» **PROBLEM REQUIREMENTS**
Your answer should consist of the listing, repeated exactly.

● ● ● ● ● ● ●

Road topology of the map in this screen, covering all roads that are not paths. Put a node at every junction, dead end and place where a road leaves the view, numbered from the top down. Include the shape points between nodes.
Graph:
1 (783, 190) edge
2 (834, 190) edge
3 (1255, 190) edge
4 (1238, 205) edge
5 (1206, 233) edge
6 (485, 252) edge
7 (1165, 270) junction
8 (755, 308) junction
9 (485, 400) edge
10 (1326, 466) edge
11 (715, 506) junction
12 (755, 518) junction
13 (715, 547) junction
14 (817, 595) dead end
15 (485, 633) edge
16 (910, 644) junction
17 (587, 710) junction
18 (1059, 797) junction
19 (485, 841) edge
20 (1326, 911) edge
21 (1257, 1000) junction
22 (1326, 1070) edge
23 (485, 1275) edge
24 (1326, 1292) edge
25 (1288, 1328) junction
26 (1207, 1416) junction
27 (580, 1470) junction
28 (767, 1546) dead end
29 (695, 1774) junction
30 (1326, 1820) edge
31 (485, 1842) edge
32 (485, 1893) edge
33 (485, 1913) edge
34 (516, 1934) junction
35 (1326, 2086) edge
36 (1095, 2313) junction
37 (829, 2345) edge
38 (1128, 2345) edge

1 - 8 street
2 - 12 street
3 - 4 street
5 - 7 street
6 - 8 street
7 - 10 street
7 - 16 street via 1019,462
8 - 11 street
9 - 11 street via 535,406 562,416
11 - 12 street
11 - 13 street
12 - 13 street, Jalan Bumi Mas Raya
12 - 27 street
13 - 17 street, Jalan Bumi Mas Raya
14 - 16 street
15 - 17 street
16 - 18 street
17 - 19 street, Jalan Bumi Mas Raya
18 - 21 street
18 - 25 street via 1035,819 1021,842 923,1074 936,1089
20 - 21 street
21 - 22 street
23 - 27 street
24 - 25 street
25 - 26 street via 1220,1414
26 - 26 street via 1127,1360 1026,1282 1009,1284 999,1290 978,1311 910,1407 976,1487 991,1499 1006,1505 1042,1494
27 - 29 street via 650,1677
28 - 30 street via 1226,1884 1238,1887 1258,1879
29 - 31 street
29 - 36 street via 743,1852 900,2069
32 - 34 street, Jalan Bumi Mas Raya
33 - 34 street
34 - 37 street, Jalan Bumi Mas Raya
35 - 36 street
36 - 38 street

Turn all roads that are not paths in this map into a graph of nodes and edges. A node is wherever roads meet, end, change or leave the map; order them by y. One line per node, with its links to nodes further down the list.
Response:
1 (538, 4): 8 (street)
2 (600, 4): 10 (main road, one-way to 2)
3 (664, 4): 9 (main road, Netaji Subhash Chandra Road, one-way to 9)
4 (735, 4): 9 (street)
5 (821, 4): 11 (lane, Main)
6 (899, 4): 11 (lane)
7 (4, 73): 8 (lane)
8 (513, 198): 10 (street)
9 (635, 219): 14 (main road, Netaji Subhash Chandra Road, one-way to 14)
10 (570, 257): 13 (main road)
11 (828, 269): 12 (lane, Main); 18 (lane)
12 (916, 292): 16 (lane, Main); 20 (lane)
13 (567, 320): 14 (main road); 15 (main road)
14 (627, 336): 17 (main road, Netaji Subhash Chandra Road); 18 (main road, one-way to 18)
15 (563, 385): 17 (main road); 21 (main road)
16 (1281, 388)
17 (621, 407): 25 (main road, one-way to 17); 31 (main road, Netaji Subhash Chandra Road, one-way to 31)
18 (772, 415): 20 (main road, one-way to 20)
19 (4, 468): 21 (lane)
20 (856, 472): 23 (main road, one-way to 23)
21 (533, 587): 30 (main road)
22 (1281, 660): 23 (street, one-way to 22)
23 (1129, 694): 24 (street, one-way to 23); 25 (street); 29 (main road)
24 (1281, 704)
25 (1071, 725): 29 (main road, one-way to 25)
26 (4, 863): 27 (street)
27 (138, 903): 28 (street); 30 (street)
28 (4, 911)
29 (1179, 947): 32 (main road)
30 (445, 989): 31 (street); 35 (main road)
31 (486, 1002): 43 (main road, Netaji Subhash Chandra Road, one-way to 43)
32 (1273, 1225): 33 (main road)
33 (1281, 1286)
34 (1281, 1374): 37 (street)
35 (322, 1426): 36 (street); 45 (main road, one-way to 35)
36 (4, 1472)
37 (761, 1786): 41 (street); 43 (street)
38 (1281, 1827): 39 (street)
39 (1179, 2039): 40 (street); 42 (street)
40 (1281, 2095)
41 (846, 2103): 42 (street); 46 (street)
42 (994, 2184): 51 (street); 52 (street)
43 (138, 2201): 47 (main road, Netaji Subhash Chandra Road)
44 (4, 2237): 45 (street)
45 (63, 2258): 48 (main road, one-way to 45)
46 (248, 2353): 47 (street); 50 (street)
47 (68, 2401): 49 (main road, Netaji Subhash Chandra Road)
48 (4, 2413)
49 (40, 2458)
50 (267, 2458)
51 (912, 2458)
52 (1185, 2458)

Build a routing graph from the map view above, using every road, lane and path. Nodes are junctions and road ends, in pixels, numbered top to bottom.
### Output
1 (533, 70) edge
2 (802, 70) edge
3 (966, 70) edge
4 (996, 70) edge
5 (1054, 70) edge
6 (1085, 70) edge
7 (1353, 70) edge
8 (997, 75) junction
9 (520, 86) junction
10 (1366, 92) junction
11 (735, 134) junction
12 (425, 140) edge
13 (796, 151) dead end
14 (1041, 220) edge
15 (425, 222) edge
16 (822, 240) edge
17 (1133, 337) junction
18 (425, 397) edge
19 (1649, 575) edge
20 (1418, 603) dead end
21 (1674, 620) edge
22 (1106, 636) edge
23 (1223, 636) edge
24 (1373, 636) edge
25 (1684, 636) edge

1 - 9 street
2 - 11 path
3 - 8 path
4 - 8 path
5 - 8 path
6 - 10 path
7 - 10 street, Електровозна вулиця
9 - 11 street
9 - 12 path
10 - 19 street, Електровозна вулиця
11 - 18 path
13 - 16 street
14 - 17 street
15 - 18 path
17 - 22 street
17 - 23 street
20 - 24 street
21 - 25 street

● ● ● ● ● ● ●

» **WORKED SOLUTION**
Road topology of the map in this screen, covering all roads that are not paths. Put a node at every junction, dead end and place where a road leaves the view, numbered from the top down. Include the shape points between nodes.
Graph:
1 (783, 190) edge
2 (834, 190) edge
3 (1255, 190) edge
4 (1238, 205) edge
5 (1206, 233) edge
6 (485, 252) edge
7 (1165, 270) junction
8 (755, 308) junction
9 (485, 400) edge
10 (1326, 466) edge
11 (715, 506) junction
12 (755, 518) junction
13 (715, 547) junction
14 (817, 595) dead end
15 (485, 633) edge
16 (910, 644) junction
17 (587, 710) junction
18 (1059, 797) junction
19 (485, 841) edge
20 (1326, 911) edge
21 (1257, 1000) junction
22 (1326, 1070) edge
23 (485, 1275) edge
24 (1326, 1292) edge
25 (1288, 1328) junction
26 (1207, 1416) junction
27 (580, 1470) junction
28 (767, 1546) dead end
29 (695, 1774) junction
30 (1326, 1820) edge
31 (485, 1842) edge
32 (485, 1893) edge
33 (485, 1913) edge
34 (516, 1934) junction
35 (1326, 2086) edge
36 (1095, 2313) junction
37 (829, 2345) edge
38 (1128, 2345) edge

1 - 8 street
2 - 12 street
3 - 4 street
5 - 7 street
6 - 8 street
7 - 10 street
7 - 16 street via 1019,462
8 - 11 street
9 - 11 street via 535,406 562,416
11 - 12 street
11 - 13 street
12 - 13 street, Jalan Bumi Mas Raya
12 - 27 street
13 - 17 street, Jalan Bumi Mas Raya
14 - 16 street
15 - 17 street
16 - 18 street
17 - 19 street, Jalan Bumi Mas Raya
18 - 21 street
18 - 25 street via 1035,819 1021,842 923,1074 936,1089
20 - 21 street
21 - 22 street
23 - 27 street
24 - 25 street
25 - 26 street via 1220,1414
26 - 26 street via 1127,1360 1026,1282 1009,1284 999,1290 978,1311 910,1407 976,1487 991,1499 1006,1505 1042,1494
27 - 29 street via 650,1677
28 - 30 street via 1226,1884 1238,1887 1258,1879
29 - 31 street
29 - 36 street via 743,1852 900,2069
32 - 34 street, Jalan Bumi Mas Raya
33 - 34 street
34 - 37 street, Jalan Bumi Mas Raya
35 - 36 street
36 - 38 street

Turn all roads that are not paths in this map into a graph of nodes and edges. A node is wherever roads meet, end, change or leave the map; order them by y. One line per node, with its links to nodes further down the list.
Response:
1 (538, 4): 8 (street)
2 (600, 4): 10 (main road, one-way to 2)
3 (664, 4): 9 (main road, Netaji Subhash Chandra Road, one-way to 9)
4 (735, 4): 9 (street)
5 (821, 4): 11 (lane, Main)
6 (899, 4): 11 (lane)
7 (4, 73): 8 (lane)
8 (513, 198): 10 (street)
9 (635, 219): 14 (main road, Netaji Subhash Chandra Road, one-way to 14)
10 (570, 257): 13 (main road)
11 (828, 269): 12 (lane, Main); 18 (lane)
12 (916, 292): 16 (lane, Main); 20 (lane)
13 (567, 320): 14 (main road); 15 (main road)
14 (627, 336): 17 (main road, Netaji Subhash Chandra Road); 18 (main road, one-way to 18)
15 (563, 385): 17 (main road); 21 (main road)
16 (1281, 388)
17 (621, 407): 25 (main road, one-way to 17); 31 (main road, Netaji Subhash Chandra Road, one-way to 31)
18 (772, 415): 20 (main road, one-way to 20)
19 (4, 468): 21 (lane)
20 (856, 472): 23 (main road, one-way to 23)
21 (533, 587): 30 (main road)
22 (1281, 660): 23 (street, one-way to 22)
23 (1129, 694): 24 (street, one-way to 23); 25 (street); 29 (main road)
24 (1281, 704)
25 (1071, 725): 29 (main road, one-way to 25)
26 (4, 863): 27 (street)
27 (138, 903): 28 (street); 30 (street)
28 (4, 911)
29 (1179, 947): 32 (main road)
30 (445, 989): 31 (street); 35 (main road)
31 (486, 1002): 43 (main road, Netaji Subhash Chandra Road, one-way to 43)
32 (1273, 1225): 33 (main road)
33 (1281, 1286)
34 (1281, 1374): 37 (street)
35 (322, 1426): 36 (street); 45 (main road, one-way to 35)
36 (4, 1472)
37 (761, 1786): 41 (street); 43 (street)
38 (1281, 1827): 39 (street)
39 (1179, 2039): 40 (street); 42 (street)
40 (1281, 2095)
41 (846, 2103): 42 (street); 46 (street)
42 (994, 2184): 51 (street); 52 (street)
43 (138, 2201): 47 (main road, Netaji Subhash Chandra Road)
44 (4, 2237): 45 (street)
45 (63, 2258): 48 (main road, one-way to 45)
46 (248, 2353): 47 (street); 50 (street)
47 (68, 2401): 49 (main road, Netaji Subhash Chandra Road)
48 (4, 2413)
49 (40, 2458)
50 (267, 2458)
51 (912, 2458)
52 (1185, 2458)

Build a routing graph from the map view above, using every road, lane and path. Nodes are junctions and road ends, in pixels, numbered top to bottom.
### Output
1 (533, 70) edge
2 (802, 70) edge
3 (966, 70) edge
4 (996, 70) edge
5 (1054, 70) edge
6 (1085, 70) edge
7 (1353, 70) edge
8 (997, 75) junction
9 (520, 86) junction
10 (1366, 92) junction
11 (735, 134) junction
12 (425, 140) edge
13 (796, 151) dead end
14 (1041, 220) edge
15 (425, 222) edge
16 (822, 240) edge
17 (1133, 337) junction
18 (425, 397) edge
19 (1649, 575) edge
20 (1418, 603) dead end
21 (1674, 620) edge
22 (1106, 636) edge
23 (1223, 636) edge
24 (1373, 636) edge
25 (1684, 636) edge

1 - 9 street
2 - 11 path
3 - 8 path
4 - 8 path
5 - 8 path
6 - 10 path
7 - 10 street, Електровозна вулиця
9 - 11 street
9 - 12 path
10 - 19 street, Електровозна вулиця
11 - 18 path
13 - 16 street
14 - 17 street
15 - 18 path
17 - 22 street
17 - 23 street
20 - 24 street
21 - 25 street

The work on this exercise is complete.